## Data extracts
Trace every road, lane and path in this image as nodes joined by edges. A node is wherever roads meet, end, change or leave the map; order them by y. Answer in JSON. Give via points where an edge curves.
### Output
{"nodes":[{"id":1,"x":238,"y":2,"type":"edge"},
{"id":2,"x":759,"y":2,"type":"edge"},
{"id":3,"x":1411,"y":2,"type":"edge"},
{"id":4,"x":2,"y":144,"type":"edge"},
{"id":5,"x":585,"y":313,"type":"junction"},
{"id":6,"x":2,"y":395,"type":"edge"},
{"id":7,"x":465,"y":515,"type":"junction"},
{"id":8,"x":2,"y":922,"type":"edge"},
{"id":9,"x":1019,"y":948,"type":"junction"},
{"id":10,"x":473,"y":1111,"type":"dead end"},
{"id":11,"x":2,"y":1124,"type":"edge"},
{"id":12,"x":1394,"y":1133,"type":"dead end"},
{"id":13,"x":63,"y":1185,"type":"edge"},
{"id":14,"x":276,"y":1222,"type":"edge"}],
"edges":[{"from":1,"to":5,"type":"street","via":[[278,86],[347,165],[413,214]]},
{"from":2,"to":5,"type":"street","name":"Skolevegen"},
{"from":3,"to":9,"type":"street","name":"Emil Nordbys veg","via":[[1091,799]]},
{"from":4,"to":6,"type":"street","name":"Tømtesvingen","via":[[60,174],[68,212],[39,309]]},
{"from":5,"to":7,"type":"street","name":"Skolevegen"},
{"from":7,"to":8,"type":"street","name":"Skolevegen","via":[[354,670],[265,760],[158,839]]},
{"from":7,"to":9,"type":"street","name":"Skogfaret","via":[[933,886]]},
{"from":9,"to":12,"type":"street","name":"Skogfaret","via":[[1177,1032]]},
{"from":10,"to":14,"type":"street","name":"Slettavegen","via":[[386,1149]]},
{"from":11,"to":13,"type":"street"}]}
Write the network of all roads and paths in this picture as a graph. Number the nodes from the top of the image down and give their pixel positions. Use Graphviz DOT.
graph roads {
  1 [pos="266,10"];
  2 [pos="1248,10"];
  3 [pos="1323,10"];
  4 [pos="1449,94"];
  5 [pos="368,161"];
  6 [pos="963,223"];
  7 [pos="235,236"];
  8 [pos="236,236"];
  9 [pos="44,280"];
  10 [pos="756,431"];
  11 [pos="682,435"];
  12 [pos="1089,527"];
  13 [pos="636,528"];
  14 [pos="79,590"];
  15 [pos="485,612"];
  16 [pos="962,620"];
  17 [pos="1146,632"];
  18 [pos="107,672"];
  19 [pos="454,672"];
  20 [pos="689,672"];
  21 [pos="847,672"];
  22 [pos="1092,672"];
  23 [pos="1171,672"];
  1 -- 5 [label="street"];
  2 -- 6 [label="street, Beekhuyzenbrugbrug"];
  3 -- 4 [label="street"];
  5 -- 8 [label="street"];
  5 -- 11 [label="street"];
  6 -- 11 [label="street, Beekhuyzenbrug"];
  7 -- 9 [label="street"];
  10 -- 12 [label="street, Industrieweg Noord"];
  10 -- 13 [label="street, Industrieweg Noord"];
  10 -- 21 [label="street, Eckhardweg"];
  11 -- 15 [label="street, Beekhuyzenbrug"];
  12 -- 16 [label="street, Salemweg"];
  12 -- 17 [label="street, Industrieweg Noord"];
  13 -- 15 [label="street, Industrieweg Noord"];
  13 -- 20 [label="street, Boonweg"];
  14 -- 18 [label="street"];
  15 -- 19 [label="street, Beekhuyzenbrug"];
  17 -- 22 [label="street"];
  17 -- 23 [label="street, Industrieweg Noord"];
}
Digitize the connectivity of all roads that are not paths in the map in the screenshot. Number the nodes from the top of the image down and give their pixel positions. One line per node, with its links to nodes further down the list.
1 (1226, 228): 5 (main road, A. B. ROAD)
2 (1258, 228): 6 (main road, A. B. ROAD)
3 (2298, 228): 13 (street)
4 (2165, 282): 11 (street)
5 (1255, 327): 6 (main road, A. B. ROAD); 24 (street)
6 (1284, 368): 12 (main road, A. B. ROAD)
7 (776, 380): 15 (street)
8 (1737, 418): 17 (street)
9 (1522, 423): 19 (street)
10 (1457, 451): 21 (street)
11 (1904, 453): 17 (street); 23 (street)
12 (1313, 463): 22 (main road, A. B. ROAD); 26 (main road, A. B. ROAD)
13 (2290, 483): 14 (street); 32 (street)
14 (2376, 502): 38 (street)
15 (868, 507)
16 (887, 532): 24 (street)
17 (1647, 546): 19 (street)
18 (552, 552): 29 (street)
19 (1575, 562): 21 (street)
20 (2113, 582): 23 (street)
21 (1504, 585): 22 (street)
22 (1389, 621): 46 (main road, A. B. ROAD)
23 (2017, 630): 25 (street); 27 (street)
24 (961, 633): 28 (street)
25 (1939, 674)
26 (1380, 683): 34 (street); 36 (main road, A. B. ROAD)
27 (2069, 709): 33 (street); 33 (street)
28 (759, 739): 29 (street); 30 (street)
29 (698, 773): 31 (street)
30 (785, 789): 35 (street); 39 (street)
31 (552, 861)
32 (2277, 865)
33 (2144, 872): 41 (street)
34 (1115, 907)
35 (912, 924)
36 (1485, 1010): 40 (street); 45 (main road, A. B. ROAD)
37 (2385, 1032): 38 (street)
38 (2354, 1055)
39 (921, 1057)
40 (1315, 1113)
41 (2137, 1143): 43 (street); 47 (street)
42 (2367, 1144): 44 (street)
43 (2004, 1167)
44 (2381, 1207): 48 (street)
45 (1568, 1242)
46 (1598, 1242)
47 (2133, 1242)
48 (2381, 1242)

## To do
All of the data above needs to be transcribed verbatim.

## Answer to the problem
Trace every road, lane and path in this image as nodes joined by edges. A node is wherever roads meet, end, change or leave the map; order them by y. Answer in JSON. Give via points where an edge curves.
### Output
{"nodes":[{"id":1,"x":238,"y":2,"type":"edge"},
{"id":2,"x":759,"y":2,"type":"edge"},
{"id":3,"x":1411,"y":2,"type":"edge"},
{"id":4,"x":2,"y":144,"type":"edge"},
{"id":5,"x":585,"y":313,"type":"junction"},
{"id":6,"x":2,"y":395,"type":"edge"},
{"id":7,"x":465,"y":515,"type":"junction"},
{"id":8,"x":2,"y":922,"type":"edge"},
{"id":9,"x":1019,"y":948,"type":"junction"},
{"id":10,"x":473,"y":1111,"type":"dead end"},
{"id":11,"x":2,"y":1124,"type":"edge"},
{"id":12,"x":1394,"y":1133,"type":"dead end"},
{"id":13,"x":63,"y":1185,"type":"edge"},
{"id":14,"x":276,"y":1222,"type":"edge"}],
"edges":[{"from":1,"to":5,"type":"street","via":[[278,86],[347,165],[413,214]]},
{"from":2,"to":5,"type":"street","name":"Skolevegen"},
{"from":3,"to":9,"type":"street","name":"Emil Nordbys veg","via":[[1091,799]]},
{"from":4,"to":6,"type":"street","name":"Tømtesvingen","via":[[60,174],[68,212],[39,309]]},
{"from":5,"to":7,"type":"street","name":"Skolevegen"},
{"from":7,"to":8,"type":"street","name":"Skolevegen","via":[[354,670],[265,760],[158,839]]},
{"from":7,"to":9,"type":"street","name":"Skogfaret","via":[[933,886]]},
{"from":9,"to":12,"type":"street","name":"Skogfaret","via":[[1177,1032]]},
{"from":10,"to":14,"type":"street","name":"Slettavegen","via":[[386,1149]]},
{"from":11,"to":13,"type":"street"}]}
Write the network of all roads and paths in this picture as a graph. Number the nodes from the top of the image down and give their pixel positions. Use Graphviz DOT.
graph roads {
  1 [pos="266,10"];
  2 [pos="1248,10"];
  3 [pos="1323,10"];
  4 [pos="1449,94"];
  5 [pos="368,161"];
  6 [pos="963,223"];
  7 [pos="235,236"];
  8 [pos="236,236"];
  9 [pos="44,280"];
  10 [pos="756,431"];
  11 [pos="682,435"];
  12 [pos="1089,527"];
  13 [pos="636,528"];
  14 [pos="79,590"];
  15 [pos="485,612"];
  16 [pos="962,620"];
  17 [pos="1146,632"];
  18 [pos="107,672"];
  19 [pos="454,672"];
  20 [pos="689,672"];
  21 [pos="847,672"];
  22 [pos="1092,672"];
  23 [pos="1171,672"];
  1 -- 5 [label="street"];
  2 -- 6 [label="street, Beekhuyzenbrugbrug"];
  3 -- 4 [label="street"];
  5 -- 8 [label="street"];
  5 -- 11 [label="street"];
  6 -- 11 [label="street, Beekhuyzenbrug"];
  7 -- 9 [label="street"];
  10 -- 12 [label="street, Industrieweg Noord"];
  10 -- 13 [label="street, Industrieweg Noord"];
  10 -- 21 [label="street, Eckhardweg"];
  11 -- 15 [label="street, Beekhuyzenbrug"];
  12 -- 16 [label="street, Salemweg"];
  12 -- 17 [label="street, Industrieweg Noord"];
  13 -- 15 [label="street, Industrieweg Noord"];
  13 -- 20 [label="street, Boonweg"];
  14 -- 18 [label="street"];
  15 -- 19 [label="street, Beekhuyzenbrug"];
  17 -- 22 [label="street"];
  17 -- 23 [label="street, Industrieweg Noord"];
}
Digitize the connectivity of all roads that are not paths in the map in the screenshot. Number the nodes from the top of the image down and give their pixel positions. One line per node, with its links to nodes further down the list.
1 (1226, 228): 5 (main road, A. B. ROAD)
2 (1258, 228): 6 (main road, A. B. ROAD)
3 (2298, 228): 13 (street)
4 (2165, 282): 11 (street)
5 (1255, 327): 6 (main road, A. B. ROAD); 24 (street)
6 (1284, 368): 12 (main road, A. B. ROAD)
7 (776, 380): 15 (street)
8 (1737, 418): 17 (street)
9 (1522, 423): 19 (street)
10 (1457, 451): 21 (street)
11 (1904, 453): 17 (street); 23 (street)
12 (1313, 463): 22 (main road, A. B. ROAD); 26 (main road, A. B. ROAD)
13 (2290, 483): 14 (street); 32 (street)
14 (2376, 502): 38 (street)
15 (868, 507)
16 (887, 532): 24 (street)
17 (1647, 546): 19 (street)
18 (552, 552): 29 (street)
19 (1575, 562): 21 (street)
20 (2113, 582): 23 (street)
21 (1504, 585): 22 (street)
22 (1389, 621): 46 (main road, A. B. ROAD)
23 (2017, 630): 25 (street); 27 (street)
24 (961, 633): 28 (street)
25 (1939, 674)
26 (1380, 683): 34 (street); 36 (main road, A. B. ROAD)
27 (2069, 709): 33 (street); 33 (street)
28 (759, 739): 29 (street); 30 (street)
29 (698, 773): 31 (street)
30 (785, 789): 35 (street); 39 (street)
31 (552, 861)
32 (2277, 865)
33 (2144, 872): 41 (street)
34 (1115, 907)
35 (912, 924)
36 (1485, 1010): 40 (street); 45 (main road, A. B. ROAD)
37 (2385, 1032): 38 (street)
38 (2354, 1055)
39 (921, 1057)
40 (1315, 1113)
41 (2137, 1143): 43 (street); 47 (street)
42 (2367, 1144): 44 (street)
43 (2004, 1167)
44 (2381, 1207): 48 (street)
45 (1568, 1242)
46 (1598, 1242)
47 (2133, 1242)
48 (2381, 1242)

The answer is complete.